= WHAT THIS TASK INVOLVES =
What is needed is an exact copy of the lines from the one containing "I need the junctions" through the last line of the entries below, both included.

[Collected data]
···
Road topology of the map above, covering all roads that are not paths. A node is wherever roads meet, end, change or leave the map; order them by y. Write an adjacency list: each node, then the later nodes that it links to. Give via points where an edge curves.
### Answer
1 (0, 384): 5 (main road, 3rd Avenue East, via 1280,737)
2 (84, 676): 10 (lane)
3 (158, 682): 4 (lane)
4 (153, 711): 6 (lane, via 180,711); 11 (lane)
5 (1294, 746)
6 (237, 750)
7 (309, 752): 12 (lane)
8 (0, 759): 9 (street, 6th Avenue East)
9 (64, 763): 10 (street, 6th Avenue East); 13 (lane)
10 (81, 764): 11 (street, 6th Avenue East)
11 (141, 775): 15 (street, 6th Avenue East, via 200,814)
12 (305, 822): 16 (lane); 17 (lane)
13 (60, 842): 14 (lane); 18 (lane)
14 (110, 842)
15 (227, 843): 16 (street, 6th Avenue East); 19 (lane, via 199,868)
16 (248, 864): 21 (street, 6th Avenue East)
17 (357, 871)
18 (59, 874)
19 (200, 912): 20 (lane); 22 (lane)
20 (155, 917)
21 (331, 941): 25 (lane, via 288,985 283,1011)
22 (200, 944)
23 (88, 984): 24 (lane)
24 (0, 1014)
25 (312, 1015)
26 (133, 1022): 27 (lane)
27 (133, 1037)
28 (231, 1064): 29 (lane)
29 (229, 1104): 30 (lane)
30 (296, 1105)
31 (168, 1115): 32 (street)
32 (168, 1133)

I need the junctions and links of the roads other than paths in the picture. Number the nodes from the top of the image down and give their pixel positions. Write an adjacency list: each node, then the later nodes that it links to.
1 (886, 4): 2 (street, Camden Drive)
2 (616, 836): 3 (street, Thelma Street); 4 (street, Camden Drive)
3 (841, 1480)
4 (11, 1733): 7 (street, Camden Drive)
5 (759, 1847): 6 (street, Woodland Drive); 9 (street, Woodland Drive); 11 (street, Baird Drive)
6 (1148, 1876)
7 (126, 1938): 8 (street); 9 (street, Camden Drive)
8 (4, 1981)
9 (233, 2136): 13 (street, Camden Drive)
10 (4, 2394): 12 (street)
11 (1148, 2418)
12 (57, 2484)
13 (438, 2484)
···
= RESPONSE FOR THIS EXERCISE =
I need the junctions and links of the roads other than paths in the picture. Number the nodes from the top of the image down and give their pixel positions. Write an adjacency list: each node, then the later nodes that it links to.
1 (886, 4): 2 (street, Camden Drive)
2 (616, 836): 3 (street, Thelma Street); 4 (street, Camden Drive)
3 (841, 1480)
4 (11, 1733): 7 (street, Camden Drive)
5 (759, 1847): 6 (street, Woodland Drive); 9 (street, Woodland Drive); 11 (street, Baird Drive)
6 (1148, 1876)
7 (126, 1938): 8 (street); 9 (street, Camden Drive)
8 (4, 1981)
9 (233, 2136): 13 (street, Camden Drive)
10 (4, 2394): 12 (street)
11 (1148, 2418)
12 (57, 2484)
13 (438, 2484)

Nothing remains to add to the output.